■ WHAT IS BEING ASKED
Each entry shown below is to be reproduced exactly.

■ INFORMATION GIVEN
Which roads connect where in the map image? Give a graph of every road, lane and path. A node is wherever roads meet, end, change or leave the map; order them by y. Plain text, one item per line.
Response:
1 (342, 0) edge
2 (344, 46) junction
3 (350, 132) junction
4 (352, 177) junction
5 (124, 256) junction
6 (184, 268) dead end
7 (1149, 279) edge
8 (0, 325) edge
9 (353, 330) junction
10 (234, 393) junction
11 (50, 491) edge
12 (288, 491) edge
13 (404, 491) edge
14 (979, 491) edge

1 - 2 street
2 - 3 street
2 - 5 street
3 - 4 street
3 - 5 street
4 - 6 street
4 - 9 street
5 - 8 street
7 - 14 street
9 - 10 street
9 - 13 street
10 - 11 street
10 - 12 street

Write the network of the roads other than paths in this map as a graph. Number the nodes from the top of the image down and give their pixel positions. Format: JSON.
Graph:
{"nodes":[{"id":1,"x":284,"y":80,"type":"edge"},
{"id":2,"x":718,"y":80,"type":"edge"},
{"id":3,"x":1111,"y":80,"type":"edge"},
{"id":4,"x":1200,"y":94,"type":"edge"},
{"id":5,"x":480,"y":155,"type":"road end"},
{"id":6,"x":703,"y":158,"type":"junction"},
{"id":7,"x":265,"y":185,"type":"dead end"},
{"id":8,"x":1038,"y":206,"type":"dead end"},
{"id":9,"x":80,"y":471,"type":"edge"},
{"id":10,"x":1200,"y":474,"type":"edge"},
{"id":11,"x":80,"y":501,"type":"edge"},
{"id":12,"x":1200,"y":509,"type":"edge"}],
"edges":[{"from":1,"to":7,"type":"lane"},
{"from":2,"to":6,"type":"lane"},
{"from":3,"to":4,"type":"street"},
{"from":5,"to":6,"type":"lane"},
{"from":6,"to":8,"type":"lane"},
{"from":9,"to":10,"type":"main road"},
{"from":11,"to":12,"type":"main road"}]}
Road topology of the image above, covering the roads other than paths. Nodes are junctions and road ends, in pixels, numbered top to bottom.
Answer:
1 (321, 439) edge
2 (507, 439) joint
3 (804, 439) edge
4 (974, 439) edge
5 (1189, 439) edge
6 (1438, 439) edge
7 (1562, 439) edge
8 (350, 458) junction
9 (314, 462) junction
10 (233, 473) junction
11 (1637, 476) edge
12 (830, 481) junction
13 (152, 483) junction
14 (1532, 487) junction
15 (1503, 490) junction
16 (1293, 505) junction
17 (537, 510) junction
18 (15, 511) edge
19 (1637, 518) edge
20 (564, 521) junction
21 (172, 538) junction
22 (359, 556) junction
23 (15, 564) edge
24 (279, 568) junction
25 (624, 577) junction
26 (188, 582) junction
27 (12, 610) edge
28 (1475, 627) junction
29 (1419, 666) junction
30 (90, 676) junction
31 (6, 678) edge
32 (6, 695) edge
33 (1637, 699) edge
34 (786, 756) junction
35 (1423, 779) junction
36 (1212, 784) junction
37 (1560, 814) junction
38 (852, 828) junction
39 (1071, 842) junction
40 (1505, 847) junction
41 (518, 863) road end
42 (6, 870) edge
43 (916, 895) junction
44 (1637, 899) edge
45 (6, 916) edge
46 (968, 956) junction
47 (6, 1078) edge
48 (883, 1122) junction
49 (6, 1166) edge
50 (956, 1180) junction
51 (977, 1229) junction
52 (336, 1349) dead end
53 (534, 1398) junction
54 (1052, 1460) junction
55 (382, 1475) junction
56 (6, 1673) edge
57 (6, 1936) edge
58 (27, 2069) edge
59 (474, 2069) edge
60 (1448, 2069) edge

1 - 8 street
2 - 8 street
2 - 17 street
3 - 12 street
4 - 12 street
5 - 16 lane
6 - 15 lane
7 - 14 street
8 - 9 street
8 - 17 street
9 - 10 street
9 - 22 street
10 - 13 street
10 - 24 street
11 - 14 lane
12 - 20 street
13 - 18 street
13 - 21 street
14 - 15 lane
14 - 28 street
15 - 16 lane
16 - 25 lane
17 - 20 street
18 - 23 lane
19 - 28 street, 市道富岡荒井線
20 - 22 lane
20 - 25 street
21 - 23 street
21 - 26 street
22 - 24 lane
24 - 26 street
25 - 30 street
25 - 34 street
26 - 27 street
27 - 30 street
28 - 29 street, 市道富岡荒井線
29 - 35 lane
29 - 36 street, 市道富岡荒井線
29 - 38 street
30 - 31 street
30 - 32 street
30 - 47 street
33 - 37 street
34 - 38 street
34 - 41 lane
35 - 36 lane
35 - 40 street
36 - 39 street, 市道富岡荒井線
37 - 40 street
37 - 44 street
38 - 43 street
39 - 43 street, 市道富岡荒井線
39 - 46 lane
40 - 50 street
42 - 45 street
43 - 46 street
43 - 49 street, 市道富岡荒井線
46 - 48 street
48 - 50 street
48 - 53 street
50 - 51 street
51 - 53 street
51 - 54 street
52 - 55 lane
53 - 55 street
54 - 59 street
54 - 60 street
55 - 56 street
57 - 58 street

■ FINAL ANSWER
Which roads connect where in the map image? Give a graph of every road, lane and path. A node is wherever roads meet, end, change or leave the map; order them by y. Plain text, one item per line.
Response:
1 (342, 0) edge
2 (344, 46) junction
3 (350, 132) junction
4 (352, 177) junction
5 (124, 256) junction
6 (184, 268) dead end
7 (1149, 279) edge
8 (0, 325) edge
9 (353, 330) junction
10 (234, 393) junction
11 (50, 491) edge
12 (288, 491) edge
13 (404, 491) edge
14 (979, 491) edge

1 - 2 street
2 - 3 street
2 - 5 street
3 - 4 street
3 - 5 street
4 - 6 street
4 - 9 street
5 - 8 street
7 - 14 street
9 - 10 street
9 - 13 street
10 - 11 street
10 - 12 street

Write the network of the roads other than paths in this map as a graph. Number the nodes from the top of the image down and give their pixel positions. Format: JSON.
Graph:
{"nodes":[{"id":1,"x":284,"y":80,"type":"edge"},
{"id":2,"x":718,"y":80,"type":"edge"},
{"id":3,"x":1111,"y":80,"type":"edge"},
{"id":4,"x":1200,"y":94,"type":"edge"},
{"id":5,"x":480,"y":155,"type":"road end"},
{"id":6,"x":703,"y":158,"type":"junction"},
{"id":7,"x":265,"y":185,"type":"dead end"},
{"id":8,"x":1038,"y":206,"type":"dead end"},
{"id":9,"x":80,"y":471,"type":"edge"},
{"id":10,"x":1200,"y":474,"type":"edge"},
{"id":11,"x":80,"y":501,"type":"edge"},
{"id":12,"x":1200,"y":509,"type":"edge"}],
"edges":[{"from":1,"to":7,"type":"lane"},
{"from":2,"to":6,"type":"lane"},
{"from":3,"to":4,"type":"street"},
{"from":5,"to":6,"type":"lane"},
{"from":6,"to":8,"type":"lane"},
{"from":9,"to":10,"type":"main road"},
{"from":11,"to":12,"type":"main road"}]}
Road topology of the image above, covering the roads other than paths. Nodes are junctions and road ends, in pixels, numbered top to bottom.
Answer:
1 (321, 439) edge
2 (507, 439) joint
3 (804, 439) edge
4 (974, 439) edge
5 (1189, 439) edge
6 (1438, 439) edge
7 (1562, 439) edge
8 (350, 458) junction
9 (314, 462) junction
10 (233, 473) junction
11 (1637, 476) edge
12 (830, 481) junction
13 (152, 483) junction
14 (1532, 487) junction
15 (1503, 490) junction
16 (1293, 505) junction
17 (537, 510) junction
18 (15, 511) edge
19 (1637, 518) edge
20 (564, 521) junction
21 (172, 538) junction
22 (359, 556) junction
23 (15, 564) edge
24 (279, 568) junction
25 (624, 577) junction
26 (188, 582) junction
27 (12, 610) edge
28 (1475, 627) junction
29 (1419, 666) junction
30 (90, 676) junction
31 (6, 678) edge
32 (6, 695) edge
33 (1637, 699) edge
34 (786, 756) junction
35 (1423, 779) junction
36 (1212, 784) junction
37 (1560, 814) junction
38 (852, 828) junction
39 (1071, 842) junction
40 (1505, 847) junction
41 (518, 863) road end
42 (6, 870) edge
43 (916, 895) junction
44 (1637, 899) edge
45 (6, 916) edge
46 (968, 956) junction
47 (6, 1078) edge
48 (883, 1122) junction
49 (6, 1166) edge
50 (956, 1180) junction
51 (977, 1229) junction
52 (336, 1349) dead end
53 (534, 1398) junction
54 (1052, 1460) junction
55 (382, 1475) junction
56 (6, 1673) edge
57 (6, 1936) edge
58 (27, 2069) edge
59 (474, 2069) edge
60 (1448, 2069) edge

1 - 8 street
2 - 8 street
2 - 17 street
3 - 12 street
4 - 12 street
5 - 16 lane
6 - 15 lane
7 - 14 street
8 - 9 street
8 - 17 street
9 - 10 street
9 - 22 street
10 - 13 street
10 - 24 street
11 - 14 lane
12 - 20 street
13 - 18 street
13 - 21 street
14 - 15 lane
14 - 28 street
15 - 16 lane
16 - 25 lane
17 - 20 street
18 - 23 lane
19 - 28 street, 市道富岡荒井線
20 - 22 lane
20 - 25 street
21 - 23 street
21 - 26 street
22 - 24 lane
24 - 26 street
25 - 30 street
25 - 34 street
26 - 27 street
27 - 30 street
28 - 29 street, 市道富岡荒井線
29 - 35 lane
29 - 36 street, 市道富岡荒井線
29 - 38 street
30 - 31 street
30 - 32 street
30 - 47 street
33 - 37 street
34 - 38 street
34 - 41 lane
35 - 36 lane
35 - 40 street
36 - 39 street, 市道富岡荒井線
37 - 40 street
37 - 44 street
38 - 43 street
39 - 43 street, 市道富岡荒井線
39 - 46 lane
40 - 50 street
42 - 45 street
43 - 46 street
43 - 49 street, 市道富岡荒井線
46 - 48 street
48 - 50 street
48 - 53 street
50 - 51 street
51 - 53 street
51 - 54 street
52 - 55 lane
53 - 55 street
54 - 59 street
54 - 60 street
55 - 56 street
57 - 58 street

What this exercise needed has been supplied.